Note: this post is a guest post by Jerome Kelleher. Please also
see his letter to Bioinformatics
on this topic.
Overview
- Many journals provide a mechanism to publish computer
programs in the form of application notes or software
articles. These notes
are subject to peer review, but there is no explicit
requirement that the quality of the application be
taken into account.
- Even if reviewers examine the source code, there is no
reason to expect that they can provide an informed
opinion on its quality. Reviewers are experts in the
application domain but not necessarily in the programming
language(s) in question.
- A system of lightweight code review would greatly improve
the quality of the applications available to the
community, and incentivize well-written code. Along with
the existing scientific review, source code for an application
should be reviewed by an expert programmer who would provide
an opinion on the overall quality of the application, as well
as feedback to the developers on how it may be improved. The
code reviewer would not be expected to understand the application
in any deep sense, and would provide feedback only on the
obvious signals of quality, such as structure, style,
consistency, installation instructions, portability,
user interface design and so on.
- Since code reviewers do not need to understand the application
domain they can be drawn
from the wider developer community. Ideally, contributors
to free and open source projects should be recruited, since these
are people with verifiable expertise and a history of contributing
their time to a common good. Reviews should not be too
time-consuming (a maximum of one hour, say), and there should
be public acknowledgement of a reviewer's contribution to a
journal.
- The benefits would be an immediate improvement in the quality
of published applications. The majority of problems in scientific
applications not caused by fundamental errors in the
methods, but by superficial issues that arise through
inexperience. Introducing this limited form of code review
would also yield valuable insights for the larger goal
of making all scientific code subject to peer review.
The problem
A couple of years ago, I reviewed an application note for Bioinformatics.

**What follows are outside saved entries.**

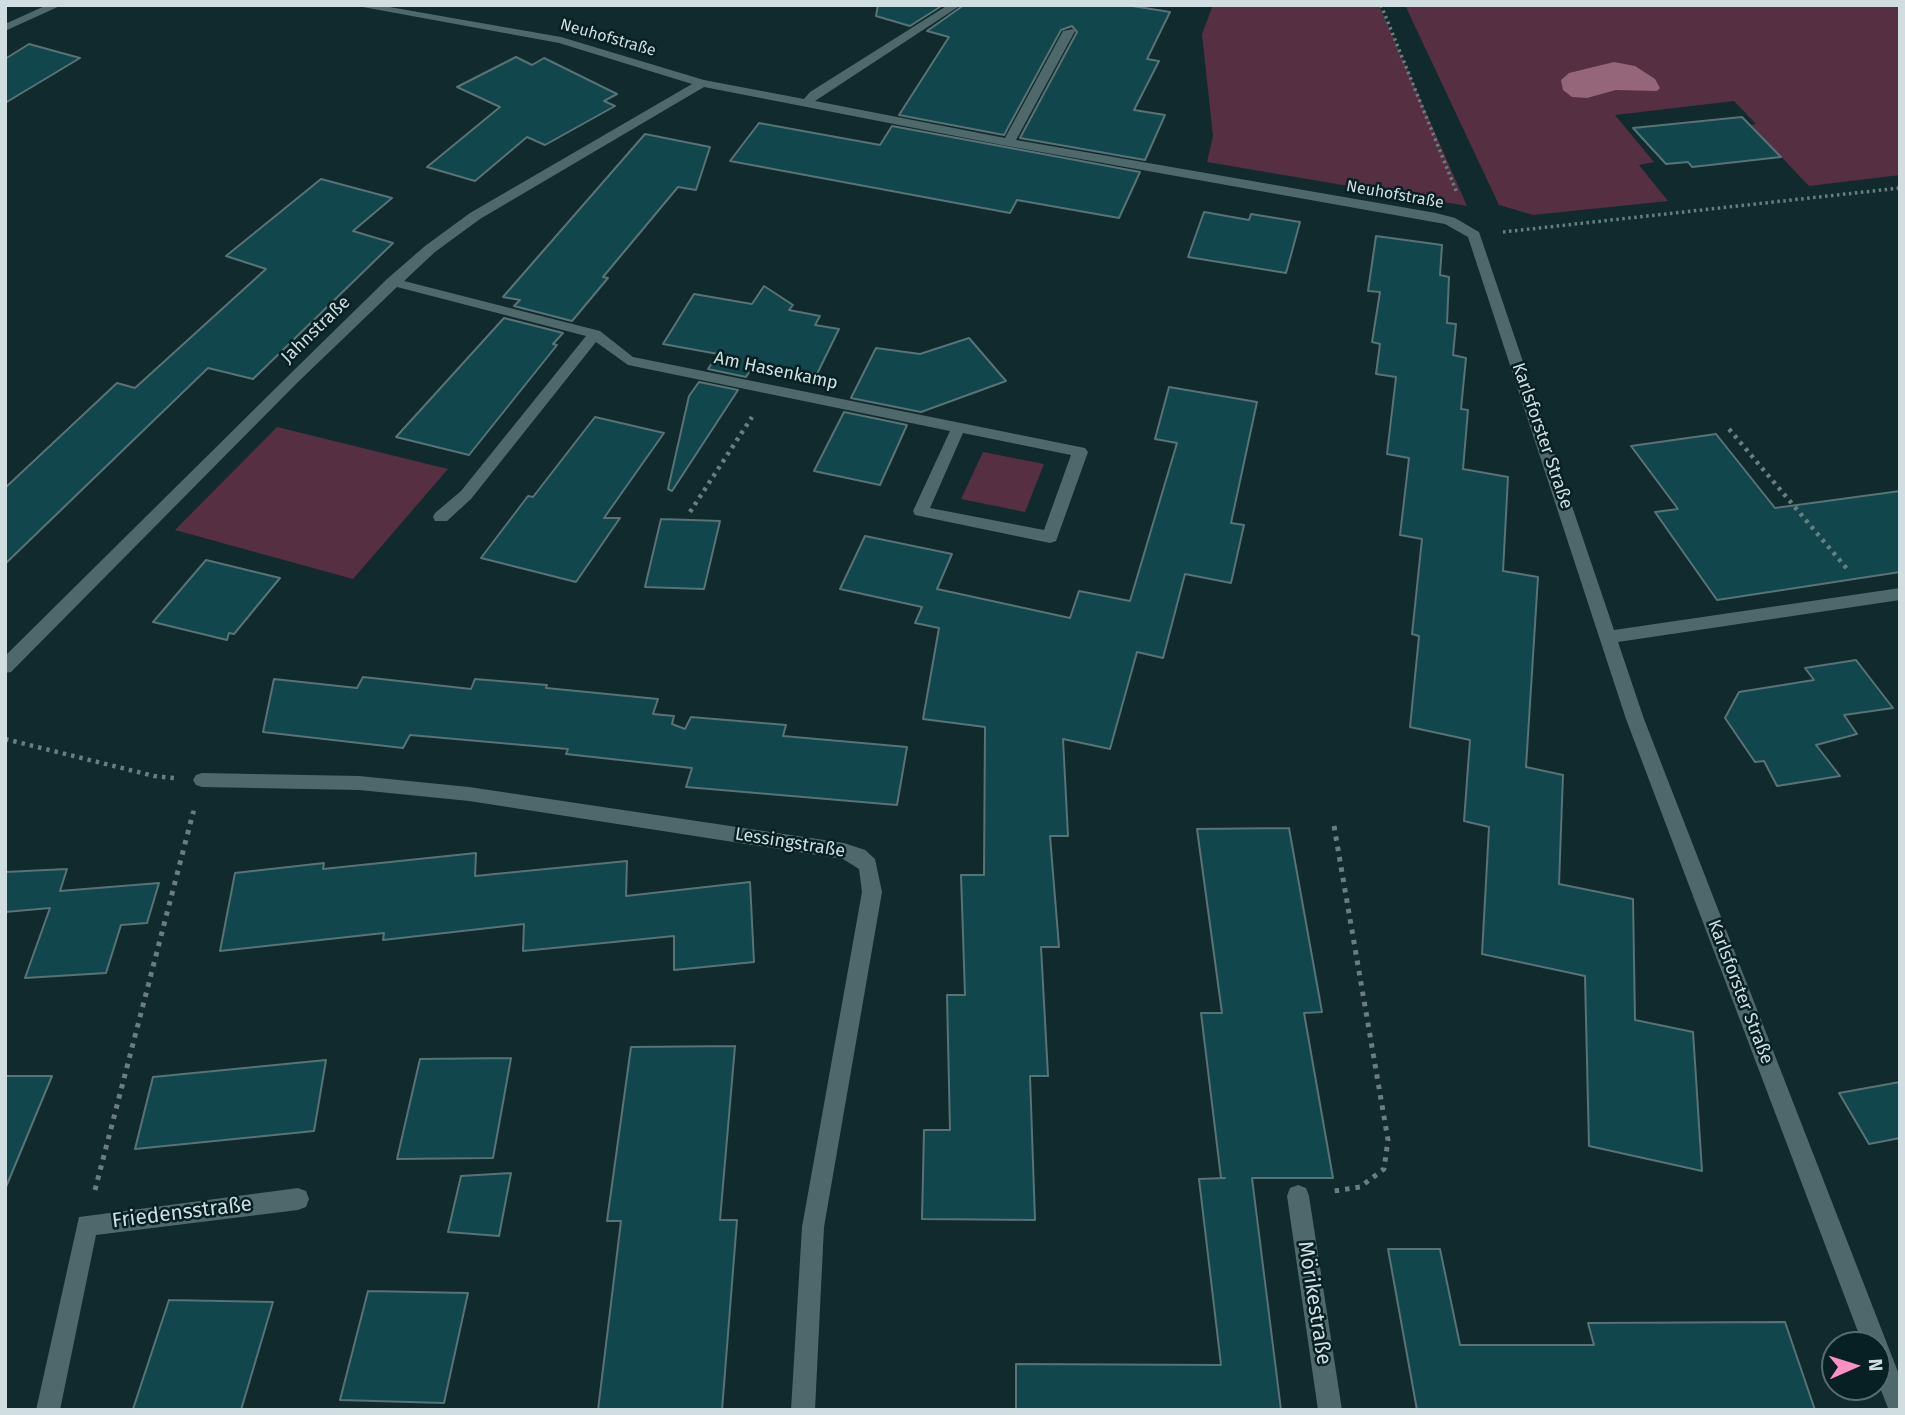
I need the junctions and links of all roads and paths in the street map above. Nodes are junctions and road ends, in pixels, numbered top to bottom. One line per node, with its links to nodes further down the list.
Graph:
1 (57, 5): 5 (street)
2 (357, 5): 7 (street, Neuhofstraße)
3 (956, 5): 8 (street)
4 (1381, 5): 11 (path)
5 (5, 28)
6 (1069, 31): 9 (street)
7 (702, 83): 8 (street, Neuhofstraße); 12 (street, Jahnstraße)
8 (807, 103): 9 (street, Neuhofstraße)
9 (1009, 142): 11 (street, Neuhofstraße)
10 (1900, 188): 11 (path)
11 (1474, 235): 21 (street, Karlsforster Straße)
12 (392, 282): 13 (street, Am Hasenkamp); 22 (street, Jahnstraße)
13 (595, 334): 14 (street, Am Hasenkamp); 18 (street)
14 (769, 390): 15 (street, Am Hasenkamp); 17 (path)
15 (957, 429): 15 (street, Am Hasenkamp)
16 (1730, 429): 20 (path)
17 (690, 512)
18 (441, 517)
19 (1900, 594): 20 (street)
20 (1871, 598): 21 (street)
21 (1609, 638): 29 (street, Karlsforster Straße)
22 (5, 667)
23 (5, 739): 24 (path)
24 (202, 780): 28 (path); 33 (street, Lessingstraße)
25 (1334, 827): 26 (path)
26 (1298, 1196): 34 (street, Mörikestraße)
27 (298, 1199): 28 (street, Friedensstraße)
28 (87, 1225): 32 (street, Friedensstraße)
29 (1870, 1331)
30 (1891, 1385): 31 (street, Karlsforster Straße)
31 (1900, 1408)
32 (48, 1410)
33 (803, 1410)
34 (1330, 1410)

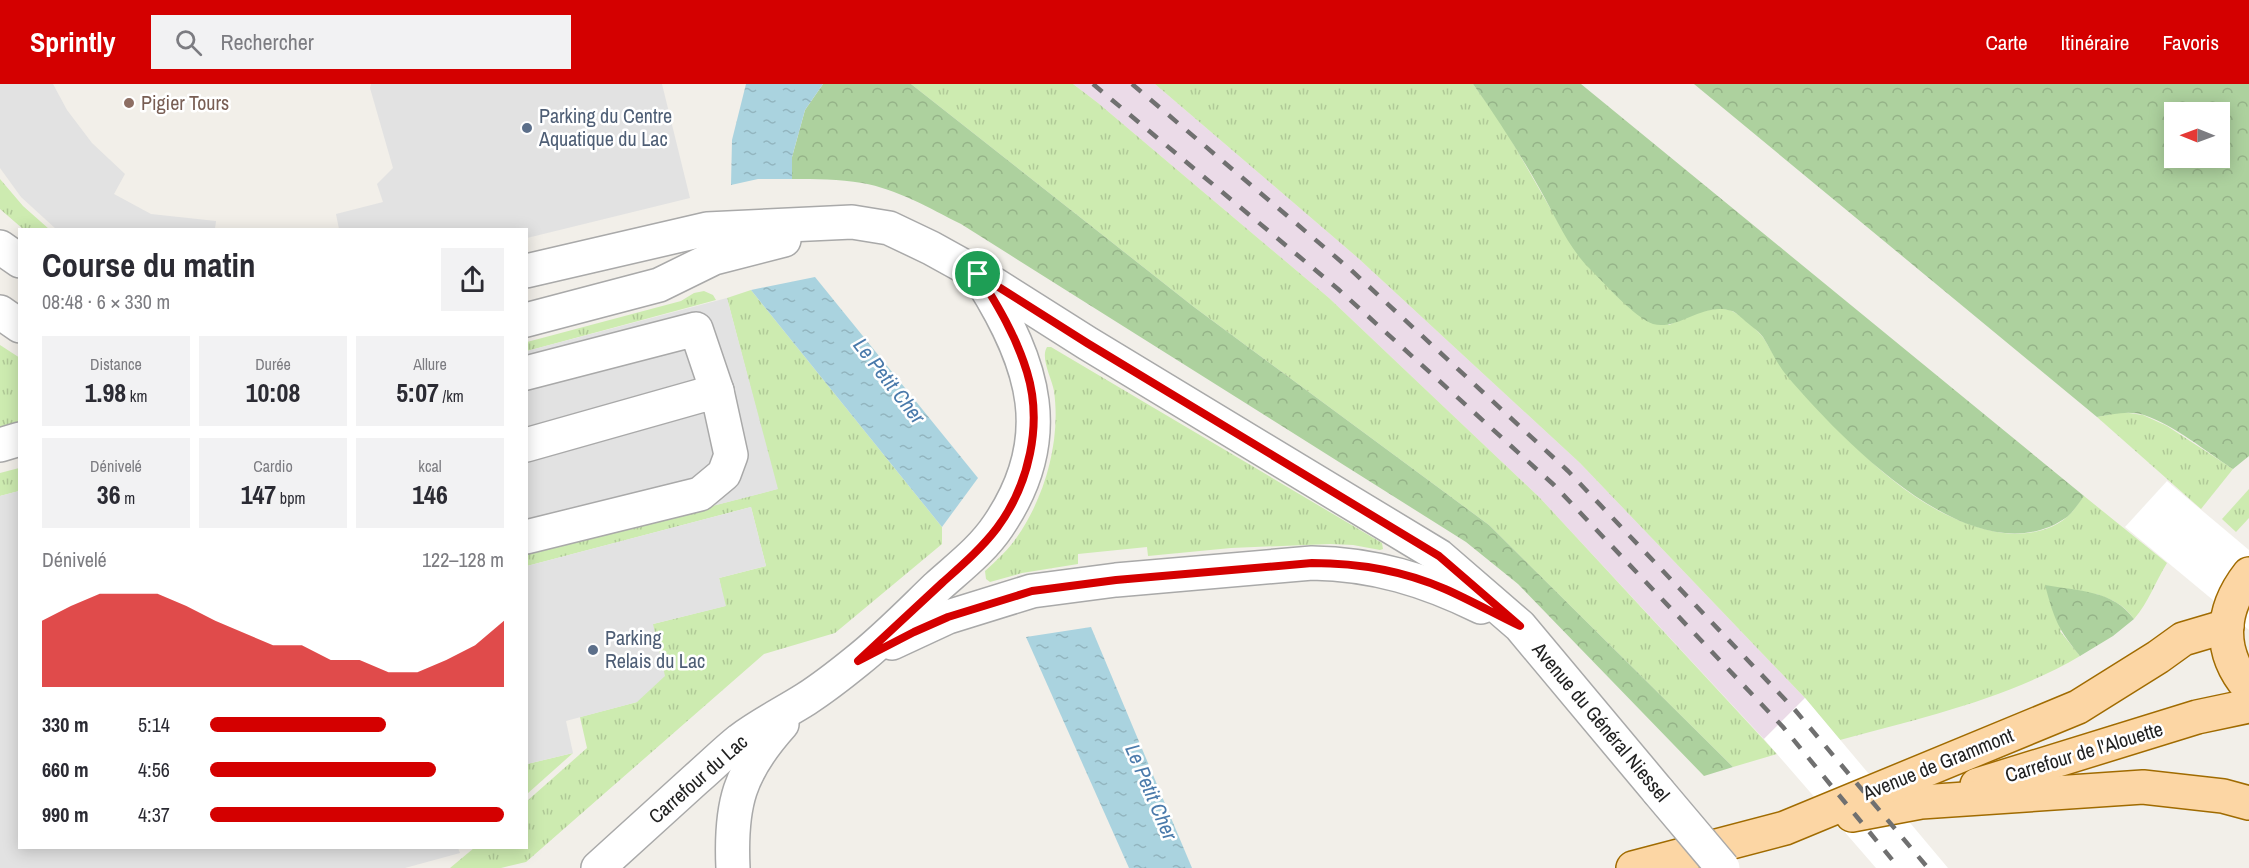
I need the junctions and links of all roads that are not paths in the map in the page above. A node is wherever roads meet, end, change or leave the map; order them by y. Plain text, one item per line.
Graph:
1 (852, 222) junction
2 (0, 247) edge
3 (18, 260) edge
4 (528, 271) edge
5 (978, 274) junction
6 (0, 312) edge
7 (528, 319) edge
8 (18, 325) edge
9 (528, 372) edge
10 (717, 392) junction
11 (18, 440) edge
12 (528, 444) edge
13 (0, 445) edge
14 (528, 537) edge
15 (2249, 574) edge
16 (1520, 626) junction
17 (2227, 626) junction
18 (858, 661) junction
19 (2249, 688) edge
20 (806, 699) junction
21 (2249, 706) edge
22 (1921, 802) junction
23 (2249, 803) edge
24 (1785, 828) junction
25 (598, 868) edge
26 (733, 868) edge
27 (1633, 868) edge
28 (1723, 868) edge

1 - 4 street, Avenue du Général Niessel
1 - 5 street, Avenue du Général Niessel
1 - 7 street, Avenue du Général Niessel
2 - 3 street
5 - 16 street, Avenue du Général Niessel
5 - 18 street, Carrefour du Lac
6 - 8 street
9 - 10 street
10 - 12 street
10 - 14 street
11 - 13 street
15 - 17 main road
16 - 18 street, Carrefour du Lac
16 - 28 street, Avenue du Général Niessel, bridge
17 - 19 main road
17 - 24 main road, Avenue de Grammont
18 - 20 street, Carrefour du Lac
20 - 25 street, Carrefour du Lac
20 - 26 street, Carrefour du Lac
21 - 22 main road, Carrefour de l'Alouette
22 - 23 main road, Carrefour de l'Alouette
22 - 24 main road, Carrefour de l'Alouette
24 - 27 main road, Avenue de Grammont

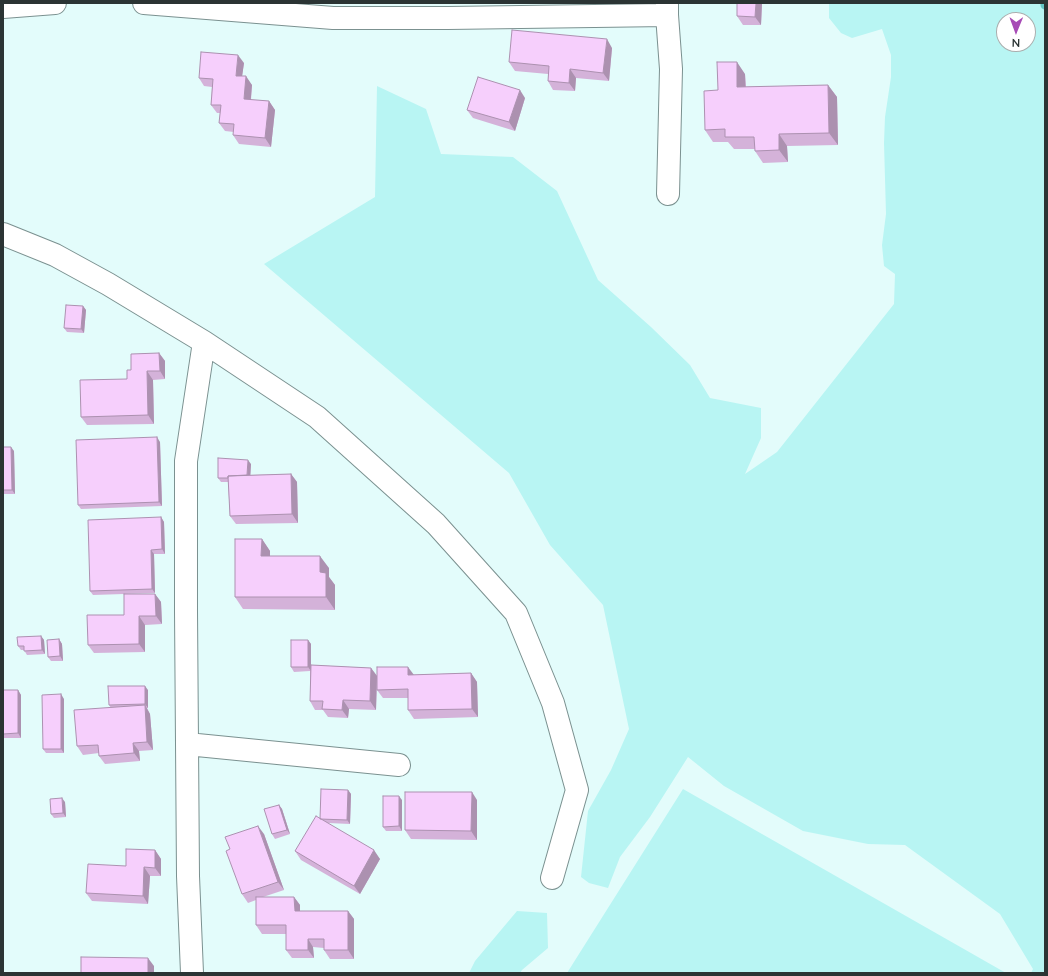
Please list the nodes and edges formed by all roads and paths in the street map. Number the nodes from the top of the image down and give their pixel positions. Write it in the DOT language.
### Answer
graph roads {
  1 [pos="54,3"];
  2 [pos="144,3"];
  3 [pos="3,8"];
  4 [pos="667,9"];
  5 [pos="668,194"];
  6 [pos="3,234"];
  7 [pos="204,342"];
  8 [pos="187,744"];
  9 [pos="399,765"];
  10 [pos="552,878"];
  11 [pos="192,973"];
  1 -- 3 [label="street"];
  2 -- 4 [label="street"];
  4 -- 5 [label="street"];
  6 -- 7 [label="street"];
  7 -- 8 [label="street"];
  7 -- 10 [label="street"];
  8 -- 9 [label="street"];
  8 -- 11 [label="street"];
}
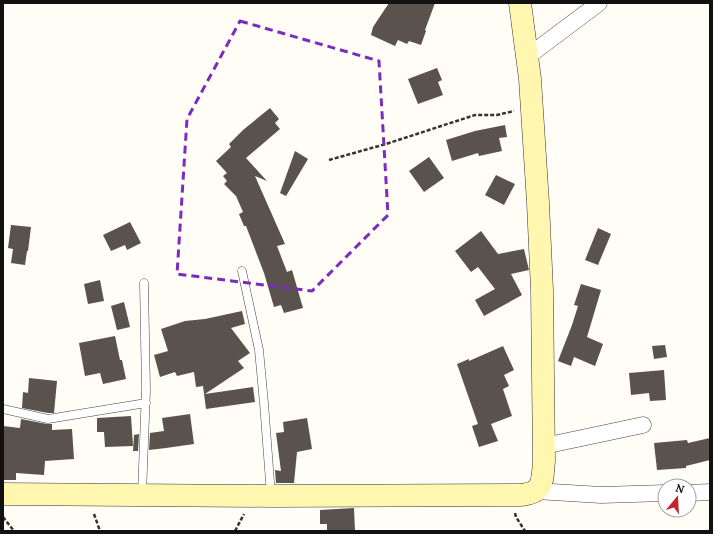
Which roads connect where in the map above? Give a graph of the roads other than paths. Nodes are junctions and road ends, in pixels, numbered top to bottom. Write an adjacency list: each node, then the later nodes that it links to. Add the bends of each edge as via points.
1 (520, 3): 3 (street)
2 (599, 3): 3 (street)
3 (527, 57): 9 (street, via 542,290)
4 (242, 271): 16 (lane, via 259,350)
5 (144, 283): 6 (lane)
6 (146, 403): 7 (lane, via 48,419); 15 (lane)
7 (3, 409)
8 (643, 425): 9 (street)
9 (544, 446): 10 (street, via 543,478)
10 (536, 491): 12 (street, via 601,495); 16 (street, via 520,495)
11 (710, 492): 13 (street)
12 (657, 493)
13 (697, 493)
14 (3, 494): 15 (street)
15 (142, 495): 16 (street)
16 (271, 496)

As part of the review process, I downloaded the Python source code and examined
it to get a feel for the quality of the application. It was so poorly written
that I immediately formed the judgment that this application could not
be trusted, and should be immediately rejected.
The source code showed clear evidence of being written by
an unsupervised novice programmer. For example, one function
took 25 parameters and was 1130 lines long. Within this function,
there were 107 conditional statements, indented by up to 9 levels.
The same 18 lines of code were repeated (complete with
identical comments) thirty six times, with only integer constants
changing between each repeated block.
Basic mistakes such as these had been made throughout the
code base.
The application note was rejected, as the other reviewers also had
serious issues with the work. Neither of them, however,
brought up the issue of the quality of the code, which in my opinion
was sufficient grounds for rejection, regardless of whether
the application appeared to work or not. The peer review system
worked in this instance, but it had failed before. This particular
application had been published by another journal (the authors
had been seeking a "version 2.0" publication at Bioinformatics),
and had been used and cited in several papers.
Application notes perform an important role, as
they provide a forum for researchers to publicize useful code.
Most importantly, they provide a mechanism by which researchers can
be given due credit for the work involved in developing these
important tools. Without the reward mechanism of application note
publications and citations, there is simply no incentive to develop tools that
are useful to the wider community.
These tools, however, are often of lamentably low quality. Installation
can be difficult, and documentation sparse and poor. User interfaces
(command line or graphical) rarely follow established
conventions, making each tool a challenge to use.
The quality of source code is often
rather poor, making any reuse or modification very difficult.
The problem is that there is no requirement that the reviewers
of an application note examine the source code.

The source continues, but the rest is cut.